Re: [PATCH v5 1/1] drm/doc: Document DRM device reset expectations
From: Marek Olšák
Date: Wed Aug 09 2023 - 15:23:38 EST
On Wed, Aug 9, 2023 at 3:35 AM Michel Dänzer <michel.daenzer@xxxxxxxxxxx> wrote:
>
> On 8/8/23 19:03, Marek Olšák wrote:
> > It's the same situation as SIGSEGV. A process can catch the signal,
> > but if it doesn't, it gets killed. GL and Vulkan APIs give you a way
> > to catch the GPU error and prevent the process termination. If you
> > don't use the API, you'll get undefined behavior, which means anything
> > can happen, including process termination.
>
> Got a spec reference for that?
>
> I know the spec allows process termination in response to e.g. out of bounds buffer access by the application (which corresponds to SIGSEGV). There are other causes for GPU hangs though, e.g. driver bugs. The ARB_robustness spec says:
>
> If the reset notification behavior is NO_RESET_NOTIFICATION_ARB,
> then the implementation will never deliver notification of reset
> events, and GetGraphicsResetStatusARB will always return
> NO_ERROR[fn1].
> [fn1: In this case it is recommended that implementations should
> not allow loss of context state no matter what events occur.
> However, this is only a recommendation, and cannot be relied
> upon by applications.]
>
> No mention of process termination, that rather sounds to me like the GL implementation should do its best to keep the application running.
It basically says that we can do anything.

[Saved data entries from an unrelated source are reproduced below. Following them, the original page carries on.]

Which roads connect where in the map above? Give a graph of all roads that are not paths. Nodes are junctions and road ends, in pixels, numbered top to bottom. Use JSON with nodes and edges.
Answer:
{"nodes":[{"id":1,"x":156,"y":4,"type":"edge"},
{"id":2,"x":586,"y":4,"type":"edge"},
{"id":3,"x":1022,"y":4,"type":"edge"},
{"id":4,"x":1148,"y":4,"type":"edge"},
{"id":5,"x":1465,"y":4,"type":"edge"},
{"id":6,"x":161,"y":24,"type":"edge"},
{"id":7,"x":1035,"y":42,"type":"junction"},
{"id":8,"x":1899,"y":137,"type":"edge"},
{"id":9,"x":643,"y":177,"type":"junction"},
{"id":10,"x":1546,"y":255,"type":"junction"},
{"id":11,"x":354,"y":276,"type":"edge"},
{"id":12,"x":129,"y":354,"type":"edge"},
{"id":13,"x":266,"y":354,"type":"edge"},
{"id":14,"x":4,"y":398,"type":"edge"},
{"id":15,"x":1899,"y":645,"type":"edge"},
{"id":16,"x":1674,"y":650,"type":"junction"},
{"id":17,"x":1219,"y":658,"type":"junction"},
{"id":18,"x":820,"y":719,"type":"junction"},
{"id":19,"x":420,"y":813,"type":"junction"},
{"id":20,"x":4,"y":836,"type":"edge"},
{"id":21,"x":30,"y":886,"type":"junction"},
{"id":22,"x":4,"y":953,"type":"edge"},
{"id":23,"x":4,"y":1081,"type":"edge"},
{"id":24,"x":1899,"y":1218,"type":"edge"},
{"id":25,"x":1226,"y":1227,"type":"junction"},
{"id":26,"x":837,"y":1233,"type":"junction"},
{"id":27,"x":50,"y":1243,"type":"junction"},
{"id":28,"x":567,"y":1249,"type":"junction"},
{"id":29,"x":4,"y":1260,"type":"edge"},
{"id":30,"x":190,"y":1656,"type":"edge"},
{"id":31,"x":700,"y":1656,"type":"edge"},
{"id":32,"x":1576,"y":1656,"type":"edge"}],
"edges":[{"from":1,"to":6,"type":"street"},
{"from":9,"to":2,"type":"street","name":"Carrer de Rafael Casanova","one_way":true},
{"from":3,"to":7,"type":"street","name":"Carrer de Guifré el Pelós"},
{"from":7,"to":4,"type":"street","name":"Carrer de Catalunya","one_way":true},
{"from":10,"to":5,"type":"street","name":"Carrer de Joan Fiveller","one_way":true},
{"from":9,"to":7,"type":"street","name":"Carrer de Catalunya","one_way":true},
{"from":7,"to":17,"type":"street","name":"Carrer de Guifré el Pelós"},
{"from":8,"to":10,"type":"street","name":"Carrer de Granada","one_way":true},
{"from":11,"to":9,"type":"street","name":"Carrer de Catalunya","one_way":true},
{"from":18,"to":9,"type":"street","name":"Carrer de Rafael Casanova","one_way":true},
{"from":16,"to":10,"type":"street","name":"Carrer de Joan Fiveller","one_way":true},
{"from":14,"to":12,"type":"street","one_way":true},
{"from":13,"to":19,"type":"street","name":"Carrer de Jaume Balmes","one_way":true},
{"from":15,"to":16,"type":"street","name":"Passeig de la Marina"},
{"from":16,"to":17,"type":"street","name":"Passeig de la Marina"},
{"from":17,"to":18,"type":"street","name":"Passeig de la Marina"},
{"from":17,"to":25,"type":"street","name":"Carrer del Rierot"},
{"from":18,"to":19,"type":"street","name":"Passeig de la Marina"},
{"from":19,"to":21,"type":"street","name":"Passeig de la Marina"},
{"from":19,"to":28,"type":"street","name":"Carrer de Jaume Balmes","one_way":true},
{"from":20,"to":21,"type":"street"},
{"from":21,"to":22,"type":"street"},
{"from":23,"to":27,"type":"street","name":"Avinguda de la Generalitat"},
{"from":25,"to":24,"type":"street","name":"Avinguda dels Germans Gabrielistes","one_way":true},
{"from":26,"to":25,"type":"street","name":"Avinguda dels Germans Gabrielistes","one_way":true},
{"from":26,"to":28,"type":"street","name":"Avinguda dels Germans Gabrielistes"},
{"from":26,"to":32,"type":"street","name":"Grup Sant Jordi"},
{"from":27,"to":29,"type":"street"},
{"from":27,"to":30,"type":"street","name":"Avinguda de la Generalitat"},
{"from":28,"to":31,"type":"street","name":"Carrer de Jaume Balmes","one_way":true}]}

A frozen window or flipping between 2 random frames can't be described
as "keeping the application running". That's the worst user
experience. I will not accept it.
A window system can force-enable robustness for its non-robust apps
and control that. That's the best possible user experience and it's
achievable everywhere. Everything else doesn't matter.
Marek
Marek